Shade Munro & Scotland women seek elusive Six Nations win
All the rollicking expletives and verbal manipulation of Malcolm Tucker, The Thick of It's fearsome spin doctor, could never conceal the extent of Scotland's crushing humiliation in the Women's Six Nations Championship.
The Scots have not won a game in this tournament since 2010.
They have failed to score a single point in 15 of the 25 matches played in the subsequent five championships.
Their points difference stands at 67 for - an average of 2.68 per match, less than a penalty or drop-goal - and 1,061 against.
They have breached their opponents' try-line eight times. Eight tries in 25 games.
If Scotland's men have swum against the tide in recent Six Nations, the women have been kayaking into a tsunami.
Playing catch-up against its international counterparts, Scottish Rugby channelled a portion of its £20m 2014 BT sponsorship into recruiting Sheila Begbie, successful in a similar role with the Scottish Football Association, to head up and restructure the female game.
A year later, Shade Munro, the former Scotland and Glasgow Warriors assistant coach, was appointed to marshal things on the training paddock.
'Still very much amateur'
Munro is around seven months into his new role and paints the picture of a pitifully constrained Scotland, labouring merely to cross the start line as their rivals hare off down the track.
"Even speaking to the other [Six Nations] coaches, they're much further down the road than we are," he says.
"They're certainly better-resourced in terms of personnel, money; they have professional players.
"We're still very much amateur; still very much stuck in that amateur culture and ethos. That stems from the club game in Scotland.
"The SRU have done well introducing academies - the difference in players involved in academies and those that aren't is marked. It's just constantly banging that drum really."
|Scotland women's Six Nations|
|Scotland women v England women (5 February)|
|Wales women v Scotland women (14 February)|
|Italy women v Scotland women (28 February)|
|Scotland women v France women (11 March)|
|Ireland women v Scotland women (20 March)|
This will be as challenging a project as Munro will ever undertake in coaching given how far the set-up is from even the most modest of professional environs.
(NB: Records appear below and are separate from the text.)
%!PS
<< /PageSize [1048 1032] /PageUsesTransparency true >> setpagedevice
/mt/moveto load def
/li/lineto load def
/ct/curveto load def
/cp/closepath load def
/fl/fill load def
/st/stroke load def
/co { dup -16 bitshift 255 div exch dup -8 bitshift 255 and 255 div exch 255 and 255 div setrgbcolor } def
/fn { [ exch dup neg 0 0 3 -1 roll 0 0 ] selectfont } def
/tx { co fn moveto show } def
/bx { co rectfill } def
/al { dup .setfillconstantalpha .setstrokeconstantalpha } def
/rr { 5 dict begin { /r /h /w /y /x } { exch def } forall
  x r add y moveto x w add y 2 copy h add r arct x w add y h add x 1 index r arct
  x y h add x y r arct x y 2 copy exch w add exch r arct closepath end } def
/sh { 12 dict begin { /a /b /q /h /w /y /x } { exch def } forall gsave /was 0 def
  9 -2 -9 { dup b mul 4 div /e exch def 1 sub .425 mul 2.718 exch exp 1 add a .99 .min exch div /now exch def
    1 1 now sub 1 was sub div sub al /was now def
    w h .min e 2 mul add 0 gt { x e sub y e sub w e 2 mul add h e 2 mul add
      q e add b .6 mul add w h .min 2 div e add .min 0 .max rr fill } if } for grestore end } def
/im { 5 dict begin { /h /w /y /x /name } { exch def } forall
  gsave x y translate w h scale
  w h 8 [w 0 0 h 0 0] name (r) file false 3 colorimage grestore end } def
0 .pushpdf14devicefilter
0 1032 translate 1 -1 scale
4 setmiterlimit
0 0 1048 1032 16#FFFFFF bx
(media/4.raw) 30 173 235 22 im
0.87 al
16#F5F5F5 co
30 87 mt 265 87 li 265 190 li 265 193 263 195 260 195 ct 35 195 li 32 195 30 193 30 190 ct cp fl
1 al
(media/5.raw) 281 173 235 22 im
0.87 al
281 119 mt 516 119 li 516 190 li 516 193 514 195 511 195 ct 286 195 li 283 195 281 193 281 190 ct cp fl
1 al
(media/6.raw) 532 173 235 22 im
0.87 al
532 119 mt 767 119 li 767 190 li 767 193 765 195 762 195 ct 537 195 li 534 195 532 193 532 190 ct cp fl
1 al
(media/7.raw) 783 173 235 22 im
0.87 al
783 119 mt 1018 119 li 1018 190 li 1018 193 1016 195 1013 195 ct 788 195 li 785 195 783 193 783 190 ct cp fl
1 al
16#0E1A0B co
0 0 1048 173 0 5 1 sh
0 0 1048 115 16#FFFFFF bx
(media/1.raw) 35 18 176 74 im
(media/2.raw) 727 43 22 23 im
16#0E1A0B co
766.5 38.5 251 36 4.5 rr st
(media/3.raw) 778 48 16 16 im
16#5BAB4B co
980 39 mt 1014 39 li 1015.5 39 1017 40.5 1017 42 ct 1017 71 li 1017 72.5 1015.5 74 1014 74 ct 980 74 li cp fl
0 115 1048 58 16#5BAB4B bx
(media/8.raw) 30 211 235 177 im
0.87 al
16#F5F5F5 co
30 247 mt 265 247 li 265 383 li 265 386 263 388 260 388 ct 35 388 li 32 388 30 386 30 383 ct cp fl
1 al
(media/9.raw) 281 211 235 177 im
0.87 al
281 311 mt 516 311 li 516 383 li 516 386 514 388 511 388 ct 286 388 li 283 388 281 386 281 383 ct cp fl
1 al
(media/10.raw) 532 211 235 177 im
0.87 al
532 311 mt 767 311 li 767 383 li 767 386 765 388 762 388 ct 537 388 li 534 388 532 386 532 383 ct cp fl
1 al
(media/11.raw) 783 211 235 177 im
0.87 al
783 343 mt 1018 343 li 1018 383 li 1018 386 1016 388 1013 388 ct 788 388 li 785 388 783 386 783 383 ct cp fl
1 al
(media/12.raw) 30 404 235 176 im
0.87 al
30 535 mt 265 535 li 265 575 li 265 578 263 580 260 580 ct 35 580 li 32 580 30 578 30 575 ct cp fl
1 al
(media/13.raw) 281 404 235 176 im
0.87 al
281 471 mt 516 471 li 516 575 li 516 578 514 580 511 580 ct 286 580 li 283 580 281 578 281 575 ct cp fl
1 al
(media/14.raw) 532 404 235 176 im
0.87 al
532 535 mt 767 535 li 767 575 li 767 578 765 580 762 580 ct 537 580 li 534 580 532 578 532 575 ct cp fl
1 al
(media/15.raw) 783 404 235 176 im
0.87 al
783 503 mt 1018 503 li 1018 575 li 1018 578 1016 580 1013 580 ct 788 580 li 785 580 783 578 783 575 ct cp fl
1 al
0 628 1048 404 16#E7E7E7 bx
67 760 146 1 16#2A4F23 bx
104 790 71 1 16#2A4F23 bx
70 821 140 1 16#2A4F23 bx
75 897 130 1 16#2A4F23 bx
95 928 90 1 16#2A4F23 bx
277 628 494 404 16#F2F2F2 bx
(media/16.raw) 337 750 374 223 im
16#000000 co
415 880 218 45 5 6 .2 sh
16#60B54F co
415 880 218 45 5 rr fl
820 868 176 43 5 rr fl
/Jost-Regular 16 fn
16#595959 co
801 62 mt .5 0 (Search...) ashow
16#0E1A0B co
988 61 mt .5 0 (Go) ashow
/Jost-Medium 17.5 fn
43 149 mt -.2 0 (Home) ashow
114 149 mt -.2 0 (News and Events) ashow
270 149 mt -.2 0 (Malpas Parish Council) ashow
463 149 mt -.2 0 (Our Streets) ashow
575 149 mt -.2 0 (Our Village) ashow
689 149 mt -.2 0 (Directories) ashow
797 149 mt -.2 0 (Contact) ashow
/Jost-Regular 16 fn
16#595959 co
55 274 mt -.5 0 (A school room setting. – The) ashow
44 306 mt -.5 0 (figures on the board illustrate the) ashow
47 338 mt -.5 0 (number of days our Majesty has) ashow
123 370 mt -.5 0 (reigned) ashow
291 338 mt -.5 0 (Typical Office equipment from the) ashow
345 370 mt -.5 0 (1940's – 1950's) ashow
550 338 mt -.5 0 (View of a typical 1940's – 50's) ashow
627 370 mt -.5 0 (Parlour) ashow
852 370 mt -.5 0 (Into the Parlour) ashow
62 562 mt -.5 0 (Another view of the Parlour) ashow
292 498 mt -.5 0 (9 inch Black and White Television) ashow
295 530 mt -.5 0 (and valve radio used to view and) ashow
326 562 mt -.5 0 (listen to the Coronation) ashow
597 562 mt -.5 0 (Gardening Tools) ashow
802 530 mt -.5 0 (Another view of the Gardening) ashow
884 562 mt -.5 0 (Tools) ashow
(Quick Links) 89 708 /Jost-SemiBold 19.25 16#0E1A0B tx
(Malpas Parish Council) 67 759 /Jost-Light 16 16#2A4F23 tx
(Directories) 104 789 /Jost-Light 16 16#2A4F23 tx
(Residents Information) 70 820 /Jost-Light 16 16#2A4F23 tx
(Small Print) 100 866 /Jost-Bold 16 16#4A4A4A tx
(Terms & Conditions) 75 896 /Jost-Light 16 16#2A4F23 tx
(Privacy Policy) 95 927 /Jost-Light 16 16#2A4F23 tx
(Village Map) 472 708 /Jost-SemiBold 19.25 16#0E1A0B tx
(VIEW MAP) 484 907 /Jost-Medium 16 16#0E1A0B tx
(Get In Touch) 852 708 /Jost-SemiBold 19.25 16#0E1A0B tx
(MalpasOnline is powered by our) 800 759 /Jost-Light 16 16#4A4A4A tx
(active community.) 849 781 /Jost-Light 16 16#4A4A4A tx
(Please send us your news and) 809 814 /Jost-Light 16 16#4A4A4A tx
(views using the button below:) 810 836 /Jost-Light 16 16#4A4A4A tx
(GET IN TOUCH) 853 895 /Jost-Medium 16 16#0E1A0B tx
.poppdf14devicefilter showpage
"When you're a professional coach you know exactly what you're doing every day, the resources are there - it's actually quite easy," he explains.
"This is a different way of coaching, which is actually a good thing.
"My perception when I came in was that the women players weren't very good, they didn't really train that hard. For the last five years, they haven't won a game in the Six Nations, so what are the reasons for that?
"I thought it must be the players themselves. That perception was totally wrong. It's not the players at all - they're hard-working, they have a real desire to succeed, they're willing to learn, they're really coachable.
"It's just not been properly resourced. There aren't that many players in Scotland, which is another reason, but partly the gap is growing because the other teams are moving on down the professional route and we aren't."
Focus on elements, not results
Munro has to peel away all the intricacies of coaching elite teams, immerse himself in the realities of his new surroundings.
The old Warriors playbook has been slid back on to its shelf for now and the process of gradually bettering his players, step by punishing step, is underway.
"I started by looking at last year's Six Nations and it's pretty obvious what needs to be worked on," he says.
"Upskilling the players, getting them fitter, improving their all-round skills, getting them to enjoy playing again.
"I'm not saying they didn't enjoy playing last year, but you imagine losing every game, every time you put a Scotland jersey on, it's very tough.
"It's building their confidence back up, allowing them to try things rather than them being scared to do so, pointing out things they're good at."
The towering ex-lock, with seven Scotland caps to his name, will not burden his players with undue emphasis on results in this year's tournament.
Their campaign begins with a Calcutta Cup duel on Friday evening against a visiting England team that has dipped since lifting the 2014 World Cup, but still stuck eight tries past the Scots a year ago.
"That's not the way to coach them at the moment," he says. "What I'm trying to do is break the game down into compartments - defence, set piece, attack, contact - and refer back to that.
"If you succeed in all those areas, you'll win games. So when you don't win games, one, maybe two of those areas you haven't achieved - that's what you then focus on.
"If I can improve them, which I have no doubt I will, and if they can get a win, then fantastic," he adds.
"That may be a time coming, but you never know."